=== Task objective ===
Your answer is a copy of every line in the records where "Prince" appears.

=== Dataset content ===
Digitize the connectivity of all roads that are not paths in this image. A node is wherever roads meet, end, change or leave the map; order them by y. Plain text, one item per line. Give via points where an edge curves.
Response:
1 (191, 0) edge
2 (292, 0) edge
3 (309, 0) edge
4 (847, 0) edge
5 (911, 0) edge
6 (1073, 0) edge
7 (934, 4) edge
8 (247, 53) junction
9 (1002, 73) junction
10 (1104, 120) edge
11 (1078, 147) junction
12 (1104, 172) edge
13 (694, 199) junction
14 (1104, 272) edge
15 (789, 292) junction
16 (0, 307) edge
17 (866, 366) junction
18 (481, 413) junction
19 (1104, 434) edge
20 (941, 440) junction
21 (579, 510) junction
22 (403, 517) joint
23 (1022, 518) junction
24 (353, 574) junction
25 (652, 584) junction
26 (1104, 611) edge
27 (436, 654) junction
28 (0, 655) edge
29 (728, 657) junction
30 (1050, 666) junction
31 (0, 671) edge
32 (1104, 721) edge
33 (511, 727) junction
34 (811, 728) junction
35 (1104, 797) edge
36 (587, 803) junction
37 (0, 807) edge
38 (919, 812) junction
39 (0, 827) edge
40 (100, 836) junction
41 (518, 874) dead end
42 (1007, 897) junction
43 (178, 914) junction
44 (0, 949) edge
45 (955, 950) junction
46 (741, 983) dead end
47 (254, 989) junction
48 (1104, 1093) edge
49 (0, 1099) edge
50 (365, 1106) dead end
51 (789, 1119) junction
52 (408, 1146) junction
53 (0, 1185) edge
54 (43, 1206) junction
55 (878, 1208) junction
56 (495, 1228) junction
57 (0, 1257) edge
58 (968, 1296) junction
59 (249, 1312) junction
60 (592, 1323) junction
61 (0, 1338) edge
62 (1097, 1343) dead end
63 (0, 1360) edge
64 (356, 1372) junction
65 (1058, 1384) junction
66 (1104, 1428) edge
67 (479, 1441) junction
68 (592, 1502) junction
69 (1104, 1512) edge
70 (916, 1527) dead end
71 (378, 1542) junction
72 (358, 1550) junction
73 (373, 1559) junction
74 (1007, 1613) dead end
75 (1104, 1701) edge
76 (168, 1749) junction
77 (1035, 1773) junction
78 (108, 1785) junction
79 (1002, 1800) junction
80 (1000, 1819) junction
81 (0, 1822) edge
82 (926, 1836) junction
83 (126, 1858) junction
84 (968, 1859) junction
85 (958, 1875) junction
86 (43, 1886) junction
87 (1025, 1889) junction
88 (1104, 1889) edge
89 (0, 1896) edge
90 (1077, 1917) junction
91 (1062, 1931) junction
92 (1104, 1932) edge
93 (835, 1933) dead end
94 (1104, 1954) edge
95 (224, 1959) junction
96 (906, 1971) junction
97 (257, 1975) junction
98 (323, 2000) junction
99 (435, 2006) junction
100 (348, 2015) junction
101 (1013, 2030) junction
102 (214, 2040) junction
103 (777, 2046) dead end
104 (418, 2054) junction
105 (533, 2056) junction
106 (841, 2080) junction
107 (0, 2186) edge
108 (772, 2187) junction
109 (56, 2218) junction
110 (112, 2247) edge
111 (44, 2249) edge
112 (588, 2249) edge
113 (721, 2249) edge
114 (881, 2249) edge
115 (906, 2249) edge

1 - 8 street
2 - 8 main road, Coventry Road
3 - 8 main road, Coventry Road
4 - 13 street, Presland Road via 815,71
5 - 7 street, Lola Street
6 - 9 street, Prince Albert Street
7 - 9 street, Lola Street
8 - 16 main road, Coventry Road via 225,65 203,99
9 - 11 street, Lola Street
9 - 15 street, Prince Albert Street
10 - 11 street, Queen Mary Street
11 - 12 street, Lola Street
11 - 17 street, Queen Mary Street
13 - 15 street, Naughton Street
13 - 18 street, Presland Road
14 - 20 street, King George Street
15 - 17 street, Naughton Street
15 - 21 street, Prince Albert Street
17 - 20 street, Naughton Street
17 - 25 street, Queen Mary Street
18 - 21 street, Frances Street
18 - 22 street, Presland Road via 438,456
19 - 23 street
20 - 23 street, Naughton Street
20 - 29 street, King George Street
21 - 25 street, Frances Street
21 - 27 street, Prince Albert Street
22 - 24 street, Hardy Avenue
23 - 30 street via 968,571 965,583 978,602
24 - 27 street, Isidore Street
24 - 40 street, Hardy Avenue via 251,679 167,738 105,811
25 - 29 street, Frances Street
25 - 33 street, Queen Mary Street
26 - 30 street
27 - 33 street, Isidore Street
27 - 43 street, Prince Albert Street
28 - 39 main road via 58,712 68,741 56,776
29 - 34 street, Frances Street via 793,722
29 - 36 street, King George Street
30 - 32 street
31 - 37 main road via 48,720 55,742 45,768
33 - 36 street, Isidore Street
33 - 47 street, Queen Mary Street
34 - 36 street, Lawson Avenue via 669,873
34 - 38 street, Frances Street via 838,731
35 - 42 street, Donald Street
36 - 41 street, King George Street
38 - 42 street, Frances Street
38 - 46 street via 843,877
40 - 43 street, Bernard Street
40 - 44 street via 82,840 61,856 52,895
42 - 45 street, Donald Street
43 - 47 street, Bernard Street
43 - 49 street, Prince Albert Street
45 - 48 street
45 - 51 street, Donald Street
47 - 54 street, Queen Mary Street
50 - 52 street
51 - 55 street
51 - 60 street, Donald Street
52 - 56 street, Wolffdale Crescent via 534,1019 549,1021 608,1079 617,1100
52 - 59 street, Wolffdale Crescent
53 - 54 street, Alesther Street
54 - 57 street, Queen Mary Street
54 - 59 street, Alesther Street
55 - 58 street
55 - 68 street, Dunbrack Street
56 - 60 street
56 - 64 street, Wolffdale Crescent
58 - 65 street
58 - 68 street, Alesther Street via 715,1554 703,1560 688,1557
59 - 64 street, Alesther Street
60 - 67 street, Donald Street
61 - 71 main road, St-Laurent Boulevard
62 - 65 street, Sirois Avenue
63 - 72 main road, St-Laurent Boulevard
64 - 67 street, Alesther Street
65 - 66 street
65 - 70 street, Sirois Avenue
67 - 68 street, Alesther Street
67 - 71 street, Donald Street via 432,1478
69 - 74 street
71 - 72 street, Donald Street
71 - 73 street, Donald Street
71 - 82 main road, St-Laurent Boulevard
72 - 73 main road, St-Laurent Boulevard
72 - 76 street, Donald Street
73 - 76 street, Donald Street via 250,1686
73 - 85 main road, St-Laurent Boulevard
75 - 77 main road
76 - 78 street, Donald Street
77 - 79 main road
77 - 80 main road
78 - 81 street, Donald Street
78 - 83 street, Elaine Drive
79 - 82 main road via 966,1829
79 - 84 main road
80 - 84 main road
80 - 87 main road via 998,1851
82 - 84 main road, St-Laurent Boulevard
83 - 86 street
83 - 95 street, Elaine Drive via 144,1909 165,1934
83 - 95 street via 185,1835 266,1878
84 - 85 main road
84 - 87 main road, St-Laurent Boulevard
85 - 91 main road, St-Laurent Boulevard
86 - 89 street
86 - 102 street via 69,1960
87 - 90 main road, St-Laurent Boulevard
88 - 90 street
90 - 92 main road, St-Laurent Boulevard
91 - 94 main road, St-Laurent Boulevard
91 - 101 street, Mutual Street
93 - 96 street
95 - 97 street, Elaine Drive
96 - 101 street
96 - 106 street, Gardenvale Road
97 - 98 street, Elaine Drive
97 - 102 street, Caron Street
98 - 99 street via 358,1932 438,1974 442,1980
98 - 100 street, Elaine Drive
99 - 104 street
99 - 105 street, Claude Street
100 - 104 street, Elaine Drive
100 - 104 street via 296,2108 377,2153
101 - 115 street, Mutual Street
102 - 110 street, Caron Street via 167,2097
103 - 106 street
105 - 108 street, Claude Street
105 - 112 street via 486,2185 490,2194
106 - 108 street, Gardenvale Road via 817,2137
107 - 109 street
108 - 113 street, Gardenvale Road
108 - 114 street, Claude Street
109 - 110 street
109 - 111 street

=== Response area ===
6 - 9 street, Prince Albert Street
9 - 15 street, Prince Albert Street
15 - 21 street, Prince Albert Street
21 - 27 street, Prince Albert Street
27 - 43 street, Prince Albert Street
43 - 49 street, Prince Albert Street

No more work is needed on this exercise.